Identifying Influencers on Twitter

Post author By Daniel Tunkelang
Post date April 16, 2011
26 Comments on Identifying Influencers on Twitter

One of the perks of working at LinkedIn is being surrounded by intellectually curious colleagues. I recently joined a reading group and signed up to lead our discussion of a WSDM 2011 paper on “Identifying ‘Influencers’ on Twitter” by Eytan Bakshy, Jake Hofman, Winter Mason, and Duncan Watts. It’s great to see the folks at Yahoo! Research doing cutting-edge work in this space.

I thought I’d prepare for the discussion by sharing my thoughts here. Perhaps some of you will even be kind enough to add your own ideas, which I promise to share with the reading group.

I encourage you to read the paper, but here’s a summary of its results:

A user’s influence on Twitter is the extent to which that user can cause diffusion a posted URL, as measured by reposts propagated through follower edges in Twitter’s directed social graph.
The best predictors of future total influence are follower count and past local influence, where local influence refers to the average number of reposts by that user’s immediate followers, and total influence refers to average total cascade size.
The content features of individual posts do not have identifiable predictive value.
Barring a high per-influencer acquisition cost, the most cost-effective strategy for buying influence is to target users of average influence.

Let’s dive in a bit deeper.

The definitions of influence and influencers are, by the authors’ own admission, narrow and arbitrary.
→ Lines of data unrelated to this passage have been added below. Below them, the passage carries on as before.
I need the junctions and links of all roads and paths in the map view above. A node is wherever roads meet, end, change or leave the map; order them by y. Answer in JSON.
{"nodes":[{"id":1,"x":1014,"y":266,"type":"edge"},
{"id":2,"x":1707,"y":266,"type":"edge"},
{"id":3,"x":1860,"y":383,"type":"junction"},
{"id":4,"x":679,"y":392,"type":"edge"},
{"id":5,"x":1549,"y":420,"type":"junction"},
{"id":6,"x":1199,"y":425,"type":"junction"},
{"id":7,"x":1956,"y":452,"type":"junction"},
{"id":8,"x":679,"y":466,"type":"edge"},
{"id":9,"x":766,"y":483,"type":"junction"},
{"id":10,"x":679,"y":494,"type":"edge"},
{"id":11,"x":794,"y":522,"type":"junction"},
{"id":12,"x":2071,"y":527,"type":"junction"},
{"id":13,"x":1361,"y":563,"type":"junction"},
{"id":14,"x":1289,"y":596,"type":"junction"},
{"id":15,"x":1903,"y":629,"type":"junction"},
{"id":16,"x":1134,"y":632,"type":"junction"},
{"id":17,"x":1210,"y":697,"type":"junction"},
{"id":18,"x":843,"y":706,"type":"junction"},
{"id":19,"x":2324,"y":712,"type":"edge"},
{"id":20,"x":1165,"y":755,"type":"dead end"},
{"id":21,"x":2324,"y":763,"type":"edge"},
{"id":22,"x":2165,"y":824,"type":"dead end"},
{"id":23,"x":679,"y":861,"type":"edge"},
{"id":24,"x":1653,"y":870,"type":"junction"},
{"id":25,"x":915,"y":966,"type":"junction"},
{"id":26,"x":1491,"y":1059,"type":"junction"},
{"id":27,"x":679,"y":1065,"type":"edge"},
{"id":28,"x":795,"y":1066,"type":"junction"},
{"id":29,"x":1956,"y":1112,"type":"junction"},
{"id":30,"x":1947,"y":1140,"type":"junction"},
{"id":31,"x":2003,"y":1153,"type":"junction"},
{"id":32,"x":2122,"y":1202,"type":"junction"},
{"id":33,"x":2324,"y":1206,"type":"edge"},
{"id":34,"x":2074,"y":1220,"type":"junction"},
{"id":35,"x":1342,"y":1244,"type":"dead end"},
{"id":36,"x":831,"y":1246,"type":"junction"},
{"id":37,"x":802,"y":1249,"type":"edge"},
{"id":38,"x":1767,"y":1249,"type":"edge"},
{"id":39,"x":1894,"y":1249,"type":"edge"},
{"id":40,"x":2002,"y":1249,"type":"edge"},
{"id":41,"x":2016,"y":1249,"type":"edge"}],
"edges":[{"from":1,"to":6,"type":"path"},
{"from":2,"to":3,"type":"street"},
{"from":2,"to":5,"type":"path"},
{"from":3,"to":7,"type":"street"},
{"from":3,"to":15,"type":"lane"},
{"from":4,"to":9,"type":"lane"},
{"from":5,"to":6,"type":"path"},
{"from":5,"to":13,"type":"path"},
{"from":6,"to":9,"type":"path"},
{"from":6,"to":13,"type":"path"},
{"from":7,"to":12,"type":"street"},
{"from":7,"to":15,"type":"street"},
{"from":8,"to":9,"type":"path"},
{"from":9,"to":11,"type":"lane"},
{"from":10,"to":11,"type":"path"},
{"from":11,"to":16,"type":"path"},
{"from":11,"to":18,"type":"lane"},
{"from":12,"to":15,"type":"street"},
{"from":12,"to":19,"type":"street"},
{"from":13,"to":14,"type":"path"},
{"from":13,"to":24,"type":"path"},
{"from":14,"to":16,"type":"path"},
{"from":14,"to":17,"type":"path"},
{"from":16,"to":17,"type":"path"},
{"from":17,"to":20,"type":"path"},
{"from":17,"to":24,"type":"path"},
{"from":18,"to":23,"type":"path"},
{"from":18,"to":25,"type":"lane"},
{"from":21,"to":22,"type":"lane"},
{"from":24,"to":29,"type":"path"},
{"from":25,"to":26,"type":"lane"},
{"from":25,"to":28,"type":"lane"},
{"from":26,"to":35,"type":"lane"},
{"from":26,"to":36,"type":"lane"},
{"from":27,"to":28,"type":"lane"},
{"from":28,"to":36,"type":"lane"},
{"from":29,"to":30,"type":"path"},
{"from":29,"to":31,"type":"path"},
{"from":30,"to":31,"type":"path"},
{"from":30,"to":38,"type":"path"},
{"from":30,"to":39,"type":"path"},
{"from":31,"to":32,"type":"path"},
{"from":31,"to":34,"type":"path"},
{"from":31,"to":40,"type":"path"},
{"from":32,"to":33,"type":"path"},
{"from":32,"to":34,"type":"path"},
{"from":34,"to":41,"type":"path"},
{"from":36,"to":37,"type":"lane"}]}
There are many ways one could define influence, even within the context of Twitter use. But I agree with the authors that these definitions have enough verisimilitude to be useful, and their simplicity facilitates quantitative analysis.
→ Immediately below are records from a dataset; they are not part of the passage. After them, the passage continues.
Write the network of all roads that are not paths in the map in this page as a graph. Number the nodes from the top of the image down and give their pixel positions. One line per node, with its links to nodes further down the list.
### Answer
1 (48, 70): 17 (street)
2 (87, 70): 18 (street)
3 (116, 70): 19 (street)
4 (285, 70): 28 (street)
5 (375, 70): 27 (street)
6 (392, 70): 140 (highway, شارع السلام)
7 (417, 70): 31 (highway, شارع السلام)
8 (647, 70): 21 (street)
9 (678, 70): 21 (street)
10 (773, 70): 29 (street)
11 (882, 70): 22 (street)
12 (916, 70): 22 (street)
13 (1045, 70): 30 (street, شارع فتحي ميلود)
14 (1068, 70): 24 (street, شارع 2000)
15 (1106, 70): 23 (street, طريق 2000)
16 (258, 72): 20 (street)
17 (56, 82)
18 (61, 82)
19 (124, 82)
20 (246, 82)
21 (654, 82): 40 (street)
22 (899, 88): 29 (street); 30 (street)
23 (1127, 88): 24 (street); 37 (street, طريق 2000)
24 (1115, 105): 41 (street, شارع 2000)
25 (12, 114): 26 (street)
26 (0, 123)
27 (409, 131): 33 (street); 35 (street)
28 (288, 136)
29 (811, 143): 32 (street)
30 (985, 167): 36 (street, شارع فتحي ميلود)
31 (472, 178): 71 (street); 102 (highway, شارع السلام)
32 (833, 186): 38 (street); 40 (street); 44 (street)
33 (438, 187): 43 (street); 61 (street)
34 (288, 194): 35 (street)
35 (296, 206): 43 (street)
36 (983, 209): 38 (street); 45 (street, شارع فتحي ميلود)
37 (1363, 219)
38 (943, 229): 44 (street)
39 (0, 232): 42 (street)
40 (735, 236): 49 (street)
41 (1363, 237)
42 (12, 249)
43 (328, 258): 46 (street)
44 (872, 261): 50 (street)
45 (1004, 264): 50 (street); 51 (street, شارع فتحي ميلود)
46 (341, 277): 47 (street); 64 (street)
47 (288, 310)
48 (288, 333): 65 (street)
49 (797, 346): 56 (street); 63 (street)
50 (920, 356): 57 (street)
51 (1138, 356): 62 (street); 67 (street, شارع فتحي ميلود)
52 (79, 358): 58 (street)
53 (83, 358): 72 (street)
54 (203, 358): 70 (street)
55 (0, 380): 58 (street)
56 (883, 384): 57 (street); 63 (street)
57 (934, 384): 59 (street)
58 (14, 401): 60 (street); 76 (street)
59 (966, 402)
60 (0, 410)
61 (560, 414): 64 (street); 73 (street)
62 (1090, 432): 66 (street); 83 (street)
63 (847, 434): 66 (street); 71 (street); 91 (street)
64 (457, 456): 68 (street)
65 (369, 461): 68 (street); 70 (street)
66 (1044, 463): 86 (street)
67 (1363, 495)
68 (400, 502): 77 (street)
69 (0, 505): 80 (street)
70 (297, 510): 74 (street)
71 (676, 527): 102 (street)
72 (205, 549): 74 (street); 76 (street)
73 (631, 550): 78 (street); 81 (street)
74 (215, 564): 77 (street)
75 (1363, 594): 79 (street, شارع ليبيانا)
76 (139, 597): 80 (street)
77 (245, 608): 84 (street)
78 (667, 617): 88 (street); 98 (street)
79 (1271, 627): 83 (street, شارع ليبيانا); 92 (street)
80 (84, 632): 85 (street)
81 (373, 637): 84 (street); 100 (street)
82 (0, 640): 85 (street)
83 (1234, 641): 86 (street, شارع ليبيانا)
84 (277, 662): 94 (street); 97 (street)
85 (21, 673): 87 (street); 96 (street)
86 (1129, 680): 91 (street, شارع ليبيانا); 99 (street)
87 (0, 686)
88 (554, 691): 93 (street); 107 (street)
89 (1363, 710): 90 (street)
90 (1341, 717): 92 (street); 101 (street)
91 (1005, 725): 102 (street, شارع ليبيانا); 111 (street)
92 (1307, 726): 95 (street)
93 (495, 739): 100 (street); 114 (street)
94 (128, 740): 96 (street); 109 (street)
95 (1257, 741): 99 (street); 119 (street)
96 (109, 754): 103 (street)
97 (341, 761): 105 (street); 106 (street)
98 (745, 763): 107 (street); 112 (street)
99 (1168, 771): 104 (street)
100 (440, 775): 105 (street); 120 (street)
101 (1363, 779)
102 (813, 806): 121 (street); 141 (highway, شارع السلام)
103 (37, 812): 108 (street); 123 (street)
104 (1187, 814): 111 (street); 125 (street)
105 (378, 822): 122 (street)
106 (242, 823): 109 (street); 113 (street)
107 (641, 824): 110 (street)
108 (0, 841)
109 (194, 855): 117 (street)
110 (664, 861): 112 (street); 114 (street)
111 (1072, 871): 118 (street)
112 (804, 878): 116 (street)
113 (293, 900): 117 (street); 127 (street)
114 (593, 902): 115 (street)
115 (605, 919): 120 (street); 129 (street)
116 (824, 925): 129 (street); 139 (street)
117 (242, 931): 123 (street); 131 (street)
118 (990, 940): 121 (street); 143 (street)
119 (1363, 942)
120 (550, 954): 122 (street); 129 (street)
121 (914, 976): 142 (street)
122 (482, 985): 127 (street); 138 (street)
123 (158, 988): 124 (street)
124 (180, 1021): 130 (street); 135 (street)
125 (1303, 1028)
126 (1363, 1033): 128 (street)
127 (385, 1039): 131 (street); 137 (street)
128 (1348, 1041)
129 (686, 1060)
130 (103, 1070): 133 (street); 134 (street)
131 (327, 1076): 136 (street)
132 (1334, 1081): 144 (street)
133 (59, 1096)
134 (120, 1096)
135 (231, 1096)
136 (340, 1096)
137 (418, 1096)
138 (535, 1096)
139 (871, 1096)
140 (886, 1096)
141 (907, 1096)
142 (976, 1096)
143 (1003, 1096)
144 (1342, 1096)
It’s hardly surprising that past influence is a strong predictor of future influence. But it might seem counterintuitive that, for predicting future total influence, past local influence is more informative than past total influence. The authors suggest the explanation that most non-trivial cascades are of depth 1 — i.e., total influence is mostly local influence. But at most that would make the two features equally informative, and total influence should still be a mildly better predictor.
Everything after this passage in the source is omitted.